**Task to carry out**
Looking at the records below, say how many lines contain "curves". Nothing else belongs in the answer.

**Records for this task**
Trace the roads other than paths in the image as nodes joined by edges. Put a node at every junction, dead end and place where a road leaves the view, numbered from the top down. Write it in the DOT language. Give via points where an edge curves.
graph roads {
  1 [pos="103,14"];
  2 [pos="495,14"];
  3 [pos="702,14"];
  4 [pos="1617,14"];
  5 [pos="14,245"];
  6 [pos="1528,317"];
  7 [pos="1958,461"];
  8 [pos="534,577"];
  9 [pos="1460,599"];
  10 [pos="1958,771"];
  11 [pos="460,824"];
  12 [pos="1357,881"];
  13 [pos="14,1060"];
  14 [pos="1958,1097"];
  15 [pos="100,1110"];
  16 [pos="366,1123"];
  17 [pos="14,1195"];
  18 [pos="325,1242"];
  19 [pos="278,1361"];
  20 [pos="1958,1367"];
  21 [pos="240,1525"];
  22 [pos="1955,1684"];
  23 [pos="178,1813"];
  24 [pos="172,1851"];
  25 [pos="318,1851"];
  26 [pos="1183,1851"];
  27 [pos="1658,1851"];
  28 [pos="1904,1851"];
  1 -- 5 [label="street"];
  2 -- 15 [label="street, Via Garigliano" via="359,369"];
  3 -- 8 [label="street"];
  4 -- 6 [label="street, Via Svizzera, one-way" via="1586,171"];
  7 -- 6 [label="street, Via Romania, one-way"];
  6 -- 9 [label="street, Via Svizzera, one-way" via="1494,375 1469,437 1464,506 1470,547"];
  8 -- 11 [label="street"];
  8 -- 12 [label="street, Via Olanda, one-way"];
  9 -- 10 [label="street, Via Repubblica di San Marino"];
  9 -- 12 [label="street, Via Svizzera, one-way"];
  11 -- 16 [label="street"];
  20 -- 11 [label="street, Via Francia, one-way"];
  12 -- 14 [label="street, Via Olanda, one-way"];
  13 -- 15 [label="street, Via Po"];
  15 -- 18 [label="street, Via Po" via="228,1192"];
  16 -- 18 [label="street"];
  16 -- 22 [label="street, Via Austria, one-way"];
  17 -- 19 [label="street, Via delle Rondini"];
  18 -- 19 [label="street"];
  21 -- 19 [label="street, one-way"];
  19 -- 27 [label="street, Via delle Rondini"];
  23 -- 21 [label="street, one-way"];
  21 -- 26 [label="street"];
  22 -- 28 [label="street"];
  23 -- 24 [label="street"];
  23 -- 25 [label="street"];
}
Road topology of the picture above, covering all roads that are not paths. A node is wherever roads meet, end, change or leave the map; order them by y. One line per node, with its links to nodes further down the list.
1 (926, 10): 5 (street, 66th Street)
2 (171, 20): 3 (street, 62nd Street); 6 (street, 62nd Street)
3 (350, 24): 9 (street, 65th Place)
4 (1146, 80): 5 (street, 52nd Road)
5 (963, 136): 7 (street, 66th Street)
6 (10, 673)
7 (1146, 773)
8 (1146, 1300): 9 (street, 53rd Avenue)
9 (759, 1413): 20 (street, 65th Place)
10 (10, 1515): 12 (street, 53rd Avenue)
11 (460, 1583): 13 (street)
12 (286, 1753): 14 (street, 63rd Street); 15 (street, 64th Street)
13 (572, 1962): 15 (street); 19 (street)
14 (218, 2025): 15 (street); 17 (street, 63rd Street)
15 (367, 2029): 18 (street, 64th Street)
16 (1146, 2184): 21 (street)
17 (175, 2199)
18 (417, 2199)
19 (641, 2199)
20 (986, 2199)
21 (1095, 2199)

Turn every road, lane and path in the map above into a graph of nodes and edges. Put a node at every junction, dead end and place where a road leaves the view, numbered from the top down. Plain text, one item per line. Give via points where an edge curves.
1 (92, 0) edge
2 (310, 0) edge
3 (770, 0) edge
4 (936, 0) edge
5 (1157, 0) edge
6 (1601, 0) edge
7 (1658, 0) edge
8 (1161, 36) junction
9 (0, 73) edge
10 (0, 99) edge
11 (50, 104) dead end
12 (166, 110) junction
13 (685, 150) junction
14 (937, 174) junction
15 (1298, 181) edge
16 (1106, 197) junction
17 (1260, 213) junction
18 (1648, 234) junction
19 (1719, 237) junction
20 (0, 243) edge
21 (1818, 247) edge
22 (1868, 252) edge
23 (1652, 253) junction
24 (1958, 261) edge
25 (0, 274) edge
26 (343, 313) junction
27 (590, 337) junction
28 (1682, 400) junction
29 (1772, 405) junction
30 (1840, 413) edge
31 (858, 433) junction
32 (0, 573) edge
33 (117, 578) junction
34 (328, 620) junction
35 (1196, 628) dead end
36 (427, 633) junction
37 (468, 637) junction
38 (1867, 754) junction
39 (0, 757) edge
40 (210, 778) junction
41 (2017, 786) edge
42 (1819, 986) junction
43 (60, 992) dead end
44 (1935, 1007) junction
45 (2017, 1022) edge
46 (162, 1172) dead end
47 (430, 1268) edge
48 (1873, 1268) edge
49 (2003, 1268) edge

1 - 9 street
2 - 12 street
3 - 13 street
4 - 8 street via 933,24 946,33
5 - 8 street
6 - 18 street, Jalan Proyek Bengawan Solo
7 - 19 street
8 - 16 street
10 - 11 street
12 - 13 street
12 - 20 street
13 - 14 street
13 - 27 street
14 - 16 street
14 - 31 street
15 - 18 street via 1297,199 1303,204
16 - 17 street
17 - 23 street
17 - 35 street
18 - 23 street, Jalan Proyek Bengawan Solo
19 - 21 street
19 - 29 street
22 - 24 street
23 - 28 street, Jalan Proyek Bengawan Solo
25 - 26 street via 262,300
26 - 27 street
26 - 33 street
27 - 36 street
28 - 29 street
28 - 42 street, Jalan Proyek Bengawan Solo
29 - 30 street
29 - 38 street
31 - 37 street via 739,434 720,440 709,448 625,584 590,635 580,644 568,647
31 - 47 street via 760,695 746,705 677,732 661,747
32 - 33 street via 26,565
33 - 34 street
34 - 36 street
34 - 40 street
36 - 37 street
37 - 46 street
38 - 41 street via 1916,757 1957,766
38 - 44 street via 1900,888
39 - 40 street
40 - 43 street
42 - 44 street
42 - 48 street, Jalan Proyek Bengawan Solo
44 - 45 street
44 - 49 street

**Solution to the exercise**
2